Daddy’s Home 2, like this year’s practically as bad A Bad Moms Christmas, adds more parents to the fray but subtracts all of the laughter. To put it in perspective, the best gag in this cruelly unfunny little film is about a thermostat, which is revealing of the level we are on here. The concept is achingly familiar, as the last film’s warring co-dads Brad (Will Ferrell) and Dusty (Mark Wahlberg) are getting on the right page but in considering the first ever all-together family Christmas, their own respective dads Don (John Lithgow) and Kurt (Mel Gibson) arrive on the scene and tensions start bubbling. If the first film used the concept to the max, this sequel takes said concept by the nostrils and drags it through the winter wilderness kicking and screaming for 100 painful minutes. Daddy’s Home 2 is unexpectedly dreadful but not in a watchable way, in a very odd and demoralising way.
We can forgive the festive comedy clichés for a cast this promising but the script is rife with peculiar decisions and written characters so strange, warped or downright hateful that you just cannot realistically or morally accept or connect with them. From a thankfully interrupted dead hooker gag to a turkey shoot scene and a laugh at the expense of quasi-incestuous child love, this is an uncomfortable and vastly unfunny watch that lacks human warmth and instead burrows the desperate depths for laughs. An overstretched premise is one thing but when you have a script so lumbering and mean-spirited it is hard to find reasons to stick with it.
The cast try but cannot make characters like these shine. We know that Ferrell and Wahlberg have great comic chemistry, both have appeared in some brilliant comedy films and The Other Guys harnessed the pairings onscreen bond perfectly. However here they both have nothing to work with, as Ferrell’s part is just an empty man child and Wahlberg is required to be a tough person, their rivalry just has no moments of fresh comic zing, while each of their onscreen partners – the first film’s Linda Cardellini and Alessandra Ambrosio – are pathetically thin. Meanwhile new (grand)dads add little flavour to proceedings with Mel Gibson’s part appearing like a misjudged joke by the writers at the expense of his controversial past and John Lithgow is left with practically the only emotional moments the film has to offer…but even he can’t save this turkey. Oh and then John Cena turns up as one of the fathers to the mostly dislikable children to add another dad to the mix late in the game and the film does the remarkable task of removing the WWE Star of his effortless charisma, with a character that seems like a mere afterthought.

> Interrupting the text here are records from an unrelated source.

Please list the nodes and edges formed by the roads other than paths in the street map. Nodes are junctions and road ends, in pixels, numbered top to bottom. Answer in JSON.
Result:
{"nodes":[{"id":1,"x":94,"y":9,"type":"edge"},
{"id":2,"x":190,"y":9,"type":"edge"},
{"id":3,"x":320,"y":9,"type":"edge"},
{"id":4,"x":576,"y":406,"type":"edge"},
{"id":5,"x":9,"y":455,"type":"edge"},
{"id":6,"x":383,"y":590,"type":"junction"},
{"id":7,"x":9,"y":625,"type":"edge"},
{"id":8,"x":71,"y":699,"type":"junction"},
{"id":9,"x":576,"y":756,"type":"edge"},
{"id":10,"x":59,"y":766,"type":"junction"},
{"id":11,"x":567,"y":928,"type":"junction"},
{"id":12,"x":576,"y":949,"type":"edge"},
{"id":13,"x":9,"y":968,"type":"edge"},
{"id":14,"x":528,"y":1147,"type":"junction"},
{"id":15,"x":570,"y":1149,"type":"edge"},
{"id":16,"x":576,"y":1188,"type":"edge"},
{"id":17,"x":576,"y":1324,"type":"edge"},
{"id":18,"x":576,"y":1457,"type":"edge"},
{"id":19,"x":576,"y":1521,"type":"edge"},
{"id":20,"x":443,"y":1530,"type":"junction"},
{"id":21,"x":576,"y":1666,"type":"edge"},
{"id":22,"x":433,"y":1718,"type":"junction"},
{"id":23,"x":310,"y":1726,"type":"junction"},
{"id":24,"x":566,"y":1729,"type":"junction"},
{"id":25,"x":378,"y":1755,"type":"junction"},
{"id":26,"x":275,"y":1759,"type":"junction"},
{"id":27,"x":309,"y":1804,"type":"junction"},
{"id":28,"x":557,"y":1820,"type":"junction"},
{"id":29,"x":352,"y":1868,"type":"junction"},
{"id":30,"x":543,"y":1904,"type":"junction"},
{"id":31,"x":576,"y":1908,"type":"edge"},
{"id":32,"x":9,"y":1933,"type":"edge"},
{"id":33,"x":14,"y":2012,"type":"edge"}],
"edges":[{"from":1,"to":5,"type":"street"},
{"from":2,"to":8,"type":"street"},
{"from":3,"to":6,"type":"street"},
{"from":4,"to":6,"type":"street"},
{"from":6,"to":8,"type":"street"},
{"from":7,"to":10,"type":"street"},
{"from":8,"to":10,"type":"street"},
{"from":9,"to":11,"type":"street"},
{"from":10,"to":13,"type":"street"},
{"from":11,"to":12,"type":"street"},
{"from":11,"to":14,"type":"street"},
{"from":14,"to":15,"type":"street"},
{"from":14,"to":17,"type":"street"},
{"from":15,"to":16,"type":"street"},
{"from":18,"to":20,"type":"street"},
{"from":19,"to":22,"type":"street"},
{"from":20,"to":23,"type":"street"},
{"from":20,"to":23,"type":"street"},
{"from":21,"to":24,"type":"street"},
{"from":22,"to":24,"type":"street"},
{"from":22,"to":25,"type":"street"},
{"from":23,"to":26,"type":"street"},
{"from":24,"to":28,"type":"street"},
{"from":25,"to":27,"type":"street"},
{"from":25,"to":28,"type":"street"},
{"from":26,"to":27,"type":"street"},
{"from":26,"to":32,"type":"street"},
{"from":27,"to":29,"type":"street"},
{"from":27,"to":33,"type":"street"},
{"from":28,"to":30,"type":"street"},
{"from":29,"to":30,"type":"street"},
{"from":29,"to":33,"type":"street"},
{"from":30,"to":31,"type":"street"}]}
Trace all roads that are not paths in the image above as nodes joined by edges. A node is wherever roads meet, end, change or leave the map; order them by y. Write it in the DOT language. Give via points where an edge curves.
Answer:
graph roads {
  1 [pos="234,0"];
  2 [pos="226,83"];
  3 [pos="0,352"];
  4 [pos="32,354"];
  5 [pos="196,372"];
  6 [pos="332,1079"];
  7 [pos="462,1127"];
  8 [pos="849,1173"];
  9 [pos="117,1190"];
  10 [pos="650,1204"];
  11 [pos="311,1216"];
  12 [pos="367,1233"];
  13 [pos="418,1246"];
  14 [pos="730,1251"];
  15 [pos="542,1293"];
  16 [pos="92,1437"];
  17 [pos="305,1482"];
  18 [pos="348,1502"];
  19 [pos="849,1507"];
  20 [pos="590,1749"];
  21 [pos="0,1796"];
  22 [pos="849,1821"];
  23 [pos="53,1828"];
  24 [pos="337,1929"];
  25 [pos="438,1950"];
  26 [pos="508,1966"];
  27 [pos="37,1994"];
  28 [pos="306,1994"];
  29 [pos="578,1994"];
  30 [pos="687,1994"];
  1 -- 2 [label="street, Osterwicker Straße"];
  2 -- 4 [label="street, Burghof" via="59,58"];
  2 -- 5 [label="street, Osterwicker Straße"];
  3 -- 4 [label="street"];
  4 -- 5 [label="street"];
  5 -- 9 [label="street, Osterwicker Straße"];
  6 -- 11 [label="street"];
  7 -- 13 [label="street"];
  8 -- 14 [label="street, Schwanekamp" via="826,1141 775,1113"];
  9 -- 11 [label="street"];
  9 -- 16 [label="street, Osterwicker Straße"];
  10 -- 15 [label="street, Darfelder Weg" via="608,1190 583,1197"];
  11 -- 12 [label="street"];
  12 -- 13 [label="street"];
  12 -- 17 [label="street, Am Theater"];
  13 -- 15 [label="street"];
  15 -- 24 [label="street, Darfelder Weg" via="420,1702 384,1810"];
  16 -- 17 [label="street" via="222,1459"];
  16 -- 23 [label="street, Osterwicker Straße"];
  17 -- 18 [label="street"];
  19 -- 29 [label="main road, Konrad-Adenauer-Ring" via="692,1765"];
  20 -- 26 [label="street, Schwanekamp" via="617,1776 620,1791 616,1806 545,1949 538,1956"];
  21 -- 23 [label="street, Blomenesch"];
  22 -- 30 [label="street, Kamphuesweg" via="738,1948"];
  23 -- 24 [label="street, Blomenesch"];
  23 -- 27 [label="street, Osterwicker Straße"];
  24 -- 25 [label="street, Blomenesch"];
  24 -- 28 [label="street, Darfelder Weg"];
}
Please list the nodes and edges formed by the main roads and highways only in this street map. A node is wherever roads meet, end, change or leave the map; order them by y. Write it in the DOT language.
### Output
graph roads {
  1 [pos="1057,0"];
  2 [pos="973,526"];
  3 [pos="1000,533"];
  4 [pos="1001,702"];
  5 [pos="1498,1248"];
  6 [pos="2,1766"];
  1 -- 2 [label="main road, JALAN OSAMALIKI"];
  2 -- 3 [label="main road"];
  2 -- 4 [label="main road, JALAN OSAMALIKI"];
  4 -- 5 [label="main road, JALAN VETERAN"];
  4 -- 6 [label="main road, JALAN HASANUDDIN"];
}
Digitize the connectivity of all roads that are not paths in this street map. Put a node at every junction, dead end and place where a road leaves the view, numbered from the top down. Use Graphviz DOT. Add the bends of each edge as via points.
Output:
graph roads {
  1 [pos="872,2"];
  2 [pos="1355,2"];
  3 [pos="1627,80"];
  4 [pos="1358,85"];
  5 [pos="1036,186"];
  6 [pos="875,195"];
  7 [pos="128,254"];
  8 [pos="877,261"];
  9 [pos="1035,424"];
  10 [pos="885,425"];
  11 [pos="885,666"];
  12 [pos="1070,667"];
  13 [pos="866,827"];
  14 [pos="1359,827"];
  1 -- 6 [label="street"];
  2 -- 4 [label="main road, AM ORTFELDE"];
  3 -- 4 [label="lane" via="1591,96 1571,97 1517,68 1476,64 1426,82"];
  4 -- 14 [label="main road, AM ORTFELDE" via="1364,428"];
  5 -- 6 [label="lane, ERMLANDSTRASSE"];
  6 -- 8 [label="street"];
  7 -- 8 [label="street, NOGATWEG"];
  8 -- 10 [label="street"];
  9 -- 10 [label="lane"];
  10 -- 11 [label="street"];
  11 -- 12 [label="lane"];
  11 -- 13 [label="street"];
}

The rote scenes that comprise Daddy’s Home 2 are indicative of the kinds of festive conflict inherent in the genre, as is the beige soundtrack (save for a rendition of “Do They No it’s Christmas” by the cast) and even when the end speaks of family togetherness, the wonky and ill-judged 90 minutes before it render that conclusion as just another bizarre decision made. Daddy’s Home 2 should have been at least some fun but it is a forced, cash hungry and shockingly morally unsettling film that gives people a pass for being gits. Cynically unfunny and perturbing to sit through.